Single by Arcade Fire

from the album Neon Bible
- B-side: "Surf City (Eastern Bloc)" (7")
- Released: July 23, 2007
- Recorded: 2006
- Genre: Indie rock; post-punk revival; chamber rock; art rock;
- Length: 5:39 (Neon Bible version); 4:32 (single version); 4:13 (radio edit); 6:02 (Arcade Fire EP version);
- Label: Merge; Sonovox;
- Songwriters: Win Butler, Regine Chassagne
- Producers: Arcade Fire; Markus Dravs;

Arcade Fire singles chronology
| "Intervention" (2007) | "No Cars Go" (2007) | "The Suburbs / Month of May" (2010) |

= No Cars Go =

"No Cars Go" is a song by Canadian indie rock band Arcade Fire. It is the fourth single released from the band's second full-length album, Neon Bible. The single was released on July 23, 2007.

==Overview==
The song title is taken from the solo project of former Arcade Fire member Brendan Reed. It first appeared on the band's self-released debut EP Arcade Fire and was re-recorded for Neon Bible.
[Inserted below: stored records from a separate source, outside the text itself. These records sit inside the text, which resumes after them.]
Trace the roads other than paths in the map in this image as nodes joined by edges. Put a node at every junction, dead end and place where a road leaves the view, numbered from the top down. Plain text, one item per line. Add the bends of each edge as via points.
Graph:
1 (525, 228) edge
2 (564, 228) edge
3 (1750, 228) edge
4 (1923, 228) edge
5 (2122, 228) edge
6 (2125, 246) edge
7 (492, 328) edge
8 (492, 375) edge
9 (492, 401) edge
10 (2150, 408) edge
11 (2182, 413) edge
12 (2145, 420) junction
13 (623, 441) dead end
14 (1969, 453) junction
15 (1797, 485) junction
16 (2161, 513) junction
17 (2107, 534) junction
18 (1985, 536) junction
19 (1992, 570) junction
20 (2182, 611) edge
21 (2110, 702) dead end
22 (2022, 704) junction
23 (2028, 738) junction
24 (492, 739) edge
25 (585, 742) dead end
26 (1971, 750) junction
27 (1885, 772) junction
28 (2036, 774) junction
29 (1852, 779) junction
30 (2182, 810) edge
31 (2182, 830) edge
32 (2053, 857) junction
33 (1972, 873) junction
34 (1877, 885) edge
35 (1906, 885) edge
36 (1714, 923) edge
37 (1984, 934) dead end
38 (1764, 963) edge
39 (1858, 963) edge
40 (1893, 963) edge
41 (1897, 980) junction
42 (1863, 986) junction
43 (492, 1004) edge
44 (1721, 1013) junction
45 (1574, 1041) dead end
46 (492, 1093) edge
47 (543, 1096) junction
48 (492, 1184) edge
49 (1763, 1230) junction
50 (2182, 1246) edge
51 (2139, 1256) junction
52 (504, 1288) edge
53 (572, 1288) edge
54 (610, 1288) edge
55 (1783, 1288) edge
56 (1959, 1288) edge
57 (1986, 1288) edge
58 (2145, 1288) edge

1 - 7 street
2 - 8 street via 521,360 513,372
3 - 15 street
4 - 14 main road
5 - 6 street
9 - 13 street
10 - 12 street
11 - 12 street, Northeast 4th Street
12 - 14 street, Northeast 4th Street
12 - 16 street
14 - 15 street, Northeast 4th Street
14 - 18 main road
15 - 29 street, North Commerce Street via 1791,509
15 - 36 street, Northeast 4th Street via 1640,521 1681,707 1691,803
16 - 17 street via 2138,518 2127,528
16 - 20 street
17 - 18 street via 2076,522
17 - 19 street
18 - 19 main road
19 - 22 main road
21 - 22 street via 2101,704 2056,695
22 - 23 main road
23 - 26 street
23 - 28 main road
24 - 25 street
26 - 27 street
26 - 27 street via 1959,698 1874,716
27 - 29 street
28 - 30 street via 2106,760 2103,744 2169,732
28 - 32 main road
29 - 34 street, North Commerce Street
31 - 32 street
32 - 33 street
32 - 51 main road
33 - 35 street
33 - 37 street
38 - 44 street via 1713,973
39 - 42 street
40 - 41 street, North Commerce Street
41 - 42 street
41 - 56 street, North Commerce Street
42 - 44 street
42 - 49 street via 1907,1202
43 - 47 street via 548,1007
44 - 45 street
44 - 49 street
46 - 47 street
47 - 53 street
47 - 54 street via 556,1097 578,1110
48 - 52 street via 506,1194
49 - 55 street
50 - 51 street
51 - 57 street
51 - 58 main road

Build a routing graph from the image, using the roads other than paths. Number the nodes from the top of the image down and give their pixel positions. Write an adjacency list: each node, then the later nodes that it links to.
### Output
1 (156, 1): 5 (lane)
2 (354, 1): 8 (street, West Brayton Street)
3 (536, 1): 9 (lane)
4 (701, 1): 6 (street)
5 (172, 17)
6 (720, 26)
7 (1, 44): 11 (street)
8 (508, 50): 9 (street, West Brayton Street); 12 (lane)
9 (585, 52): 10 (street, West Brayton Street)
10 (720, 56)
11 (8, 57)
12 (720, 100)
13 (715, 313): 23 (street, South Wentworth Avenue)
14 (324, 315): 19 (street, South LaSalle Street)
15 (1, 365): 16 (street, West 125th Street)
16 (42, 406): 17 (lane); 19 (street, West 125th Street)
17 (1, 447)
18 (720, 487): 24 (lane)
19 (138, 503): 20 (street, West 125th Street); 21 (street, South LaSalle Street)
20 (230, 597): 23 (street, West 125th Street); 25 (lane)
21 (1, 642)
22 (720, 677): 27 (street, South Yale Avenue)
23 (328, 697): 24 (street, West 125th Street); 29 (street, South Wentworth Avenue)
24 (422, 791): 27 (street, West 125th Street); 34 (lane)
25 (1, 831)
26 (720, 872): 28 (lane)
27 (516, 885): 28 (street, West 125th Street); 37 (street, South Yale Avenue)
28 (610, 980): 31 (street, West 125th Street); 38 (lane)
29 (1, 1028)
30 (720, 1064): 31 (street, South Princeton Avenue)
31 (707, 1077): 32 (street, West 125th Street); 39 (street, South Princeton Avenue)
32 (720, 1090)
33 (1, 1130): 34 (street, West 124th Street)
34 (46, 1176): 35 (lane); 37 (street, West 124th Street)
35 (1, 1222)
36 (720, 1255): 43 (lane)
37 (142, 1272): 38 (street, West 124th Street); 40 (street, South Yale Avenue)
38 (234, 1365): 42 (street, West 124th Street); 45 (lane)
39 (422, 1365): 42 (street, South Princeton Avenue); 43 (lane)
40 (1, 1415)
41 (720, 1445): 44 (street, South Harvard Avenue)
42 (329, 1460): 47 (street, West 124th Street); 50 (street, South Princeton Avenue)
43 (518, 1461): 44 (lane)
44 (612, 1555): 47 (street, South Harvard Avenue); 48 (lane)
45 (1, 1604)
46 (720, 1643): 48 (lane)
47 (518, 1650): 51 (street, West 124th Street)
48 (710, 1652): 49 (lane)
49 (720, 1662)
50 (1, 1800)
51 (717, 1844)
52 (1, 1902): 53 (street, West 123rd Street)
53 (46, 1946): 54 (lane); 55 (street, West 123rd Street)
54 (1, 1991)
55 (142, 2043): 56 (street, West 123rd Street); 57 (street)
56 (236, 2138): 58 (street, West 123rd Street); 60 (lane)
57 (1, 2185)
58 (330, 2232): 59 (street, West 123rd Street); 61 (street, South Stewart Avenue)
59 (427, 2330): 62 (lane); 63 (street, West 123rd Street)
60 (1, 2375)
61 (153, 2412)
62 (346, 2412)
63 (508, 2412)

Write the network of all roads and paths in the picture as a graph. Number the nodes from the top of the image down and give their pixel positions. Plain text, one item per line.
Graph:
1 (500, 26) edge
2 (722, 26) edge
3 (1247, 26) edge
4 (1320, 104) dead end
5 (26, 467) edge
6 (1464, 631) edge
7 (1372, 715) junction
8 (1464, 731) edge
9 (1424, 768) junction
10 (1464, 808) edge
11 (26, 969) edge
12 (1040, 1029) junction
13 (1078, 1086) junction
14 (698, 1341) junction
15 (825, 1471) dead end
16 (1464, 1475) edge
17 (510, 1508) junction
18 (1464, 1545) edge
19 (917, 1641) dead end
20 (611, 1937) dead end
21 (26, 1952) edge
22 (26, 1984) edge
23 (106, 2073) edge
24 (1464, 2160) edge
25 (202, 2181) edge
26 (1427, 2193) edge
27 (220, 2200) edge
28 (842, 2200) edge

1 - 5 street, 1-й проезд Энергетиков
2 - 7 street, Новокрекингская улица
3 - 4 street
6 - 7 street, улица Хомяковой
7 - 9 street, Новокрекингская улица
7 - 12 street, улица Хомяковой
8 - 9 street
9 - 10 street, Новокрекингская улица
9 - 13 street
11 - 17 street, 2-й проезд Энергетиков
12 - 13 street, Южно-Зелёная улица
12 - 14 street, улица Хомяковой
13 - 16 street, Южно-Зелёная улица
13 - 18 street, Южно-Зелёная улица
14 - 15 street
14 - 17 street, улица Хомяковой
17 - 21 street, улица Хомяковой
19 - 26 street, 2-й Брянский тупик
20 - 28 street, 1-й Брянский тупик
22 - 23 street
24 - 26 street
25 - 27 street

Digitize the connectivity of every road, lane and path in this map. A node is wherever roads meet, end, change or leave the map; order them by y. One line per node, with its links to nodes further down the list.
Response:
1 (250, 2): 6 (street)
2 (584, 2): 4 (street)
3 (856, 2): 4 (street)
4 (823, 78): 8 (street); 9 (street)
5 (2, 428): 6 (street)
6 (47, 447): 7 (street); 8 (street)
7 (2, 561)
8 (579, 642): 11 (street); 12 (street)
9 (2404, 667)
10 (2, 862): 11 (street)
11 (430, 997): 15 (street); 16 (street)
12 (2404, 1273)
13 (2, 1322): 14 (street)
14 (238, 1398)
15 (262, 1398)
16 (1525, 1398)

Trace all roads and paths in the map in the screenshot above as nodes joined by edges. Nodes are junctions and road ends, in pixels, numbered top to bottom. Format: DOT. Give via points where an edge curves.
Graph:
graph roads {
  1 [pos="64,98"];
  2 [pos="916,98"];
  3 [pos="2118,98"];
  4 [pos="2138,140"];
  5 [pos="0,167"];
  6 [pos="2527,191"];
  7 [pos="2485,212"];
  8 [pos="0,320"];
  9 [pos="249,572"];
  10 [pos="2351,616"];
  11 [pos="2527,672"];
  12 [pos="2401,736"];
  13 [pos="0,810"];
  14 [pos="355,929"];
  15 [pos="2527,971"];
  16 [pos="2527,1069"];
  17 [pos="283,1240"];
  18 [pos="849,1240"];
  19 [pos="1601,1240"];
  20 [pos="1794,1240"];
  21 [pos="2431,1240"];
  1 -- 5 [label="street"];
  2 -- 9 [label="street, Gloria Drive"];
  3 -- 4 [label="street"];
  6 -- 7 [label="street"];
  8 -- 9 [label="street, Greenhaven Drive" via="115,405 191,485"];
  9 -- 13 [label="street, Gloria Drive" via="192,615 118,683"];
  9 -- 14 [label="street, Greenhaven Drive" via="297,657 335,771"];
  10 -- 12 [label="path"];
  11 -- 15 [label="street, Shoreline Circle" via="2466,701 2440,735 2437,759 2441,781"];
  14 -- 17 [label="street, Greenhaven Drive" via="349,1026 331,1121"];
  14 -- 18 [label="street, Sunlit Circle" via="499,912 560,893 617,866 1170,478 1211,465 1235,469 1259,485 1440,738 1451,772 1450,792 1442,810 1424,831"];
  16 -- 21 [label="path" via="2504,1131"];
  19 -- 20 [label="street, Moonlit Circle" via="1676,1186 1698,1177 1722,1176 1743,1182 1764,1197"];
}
Some pressings of the single list the B-side as "Surf City Eastern Block" and some list it as "Surf City Eastern Bloc".

==Appearances==
The song was featured in Eric Bana's 2009 documentary film Love The Beast. It is also featured in Mike Mo Capaldi's part in Fully Flared, a skateboarding video released by Lakai Limited Footwear in 2007.

In the UK, the song was also featured in Top Gears video montage/preview at the beginning of Series Ten, as well as in ITV's coverage of the UEFA Champions League in 2007/8. It has also featured on series 6 of Wheeler Dealers, a motoring programme on the Discovery Channel. In Italy it was used as the main theme of the soccer's Sunday TV-show "Quelli Che Il Calcio" hosted by Victoria Cabello, from September 18, 2011 to May 19, 2013 on Rai 2. It also was the soundtrack for the Danny MacAskill film The Slabs.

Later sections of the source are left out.